I stuck Audie and June together on the beach because they both have beach-themed houses.  I plan on sticking some furniture with that same theme around them as well.


----------



## river (May 13, 2020)

Audie is a perfect fit for a beach house, she has that California vibe, I feel like. And I had never seen Annalise's house before, it's really cute and the hut exterior would be perfect for the beach!
If I had octopi I would also place them there, surround them with shell furniture... There are honestly so many different ways of doing this. And I was feeling so uninspired about decorating the beach before seeing that one reddit post lol


----------



## brockbrock (May 13, 2020)

That video and everyone's designs they've shared all look beautiful and have now made me consider moving a few villagers to the beach. I think Audie would fit very nicely there. Thanks so much for sharing!


----------



## Figment (May 16, 2020)

Bumping this thread just to show my house on the beach from my second island. I started this island four days ago, so it's kind of simple but I like it so far. It's very cozy. On the left side, you can see the island's first bridge where the mouth of the river is.

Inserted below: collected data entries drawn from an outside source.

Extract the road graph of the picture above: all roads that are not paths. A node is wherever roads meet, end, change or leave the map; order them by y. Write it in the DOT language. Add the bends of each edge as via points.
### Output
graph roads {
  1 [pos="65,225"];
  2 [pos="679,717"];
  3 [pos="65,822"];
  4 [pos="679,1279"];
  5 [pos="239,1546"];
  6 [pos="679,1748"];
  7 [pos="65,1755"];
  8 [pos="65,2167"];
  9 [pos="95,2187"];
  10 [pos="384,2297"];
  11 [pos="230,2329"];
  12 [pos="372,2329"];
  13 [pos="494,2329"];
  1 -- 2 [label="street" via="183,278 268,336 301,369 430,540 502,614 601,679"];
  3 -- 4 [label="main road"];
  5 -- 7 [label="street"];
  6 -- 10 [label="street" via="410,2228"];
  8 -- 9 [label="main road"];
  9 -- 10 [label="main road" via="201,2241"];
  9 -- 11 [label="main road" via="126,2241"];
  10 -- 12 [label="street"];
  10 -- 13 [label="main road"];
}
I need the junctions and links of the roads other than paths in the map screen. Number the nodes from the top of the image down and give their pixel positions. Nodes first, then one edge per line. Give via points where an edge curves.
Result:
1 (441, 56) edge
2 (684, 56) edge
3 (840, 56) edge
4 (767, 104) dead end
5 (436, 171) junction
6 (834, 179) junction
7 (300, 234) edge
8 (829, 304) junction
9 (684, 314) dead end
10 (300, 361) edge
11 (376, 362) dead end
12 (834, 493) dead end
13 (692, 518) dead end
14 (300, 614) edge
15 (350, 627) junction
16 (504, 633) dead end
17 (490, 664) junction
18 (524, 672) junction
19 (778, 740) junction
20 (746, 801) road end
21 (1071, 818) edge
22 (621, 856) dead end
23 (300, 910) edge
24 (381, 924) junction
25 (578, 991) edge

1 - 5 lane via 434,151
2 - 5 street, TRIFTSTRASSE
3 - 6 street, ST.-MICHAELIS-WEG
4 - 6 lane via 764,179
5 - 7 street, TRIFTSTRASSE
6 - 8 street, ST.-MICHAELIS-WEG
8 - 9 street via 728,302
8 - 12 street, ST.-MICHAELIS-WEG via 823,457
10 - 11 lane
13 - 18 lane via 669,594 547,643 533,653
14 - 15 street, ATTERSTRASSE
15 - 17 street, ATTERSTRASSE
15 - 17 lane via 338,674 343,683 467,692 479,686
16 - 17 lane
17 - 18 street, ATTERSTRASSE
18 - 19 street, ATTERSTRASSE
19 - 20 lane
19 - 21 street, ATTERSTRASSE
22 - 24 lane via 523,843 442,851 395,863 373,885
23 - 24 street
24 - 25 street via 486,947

The Rover's suitcase was a saved item from the island I deleted before I decided to put houses on the beach. It probably wont stay there, but I figure my character is still getting unpacked so why not.


----------



## Bcat (May 16, 2020)

I actually went ahead and moved Shep’s house to the beach today! I’m super excited to show off how it turned out tomorrow.


----------



## Figment (May 17, 2020)

I have a couple more pictures from my second island. So, initially I was kind of bummed because when I placed my two starter houses, I thought Katt's house wasn't well suited for a beach theme. This is still a work in progress, but I think I'm actually liking it so far.  If I do decide to move it, at least it looks okay in the meantime.

Dom's house:




Katt's house:


----------



## jiojiop (May 17, 2020)

I like the concept, but hoo boy, I don't like all that scooting that needs to be done in that reddit video. I like an unobstructed run. For beachhouses to look good, I think less is more. I must make sure not to overdecorate and crowd it up.


----------



## coderp (May 17, 2020)

Yeah I've kinda gone overboard with this one. Got 3 villagers on my beach, 3 more very nearby the beach. It just really appeals to me, I love the idea of them walking out, and being hit with that salty ocean air. I would love to live on an island.


----------



## river (May 17, 2020)

Hey great to see more people trying this out! I adopted Hans just the other day and placed him next to Roald at the beach. I absolutely love them there.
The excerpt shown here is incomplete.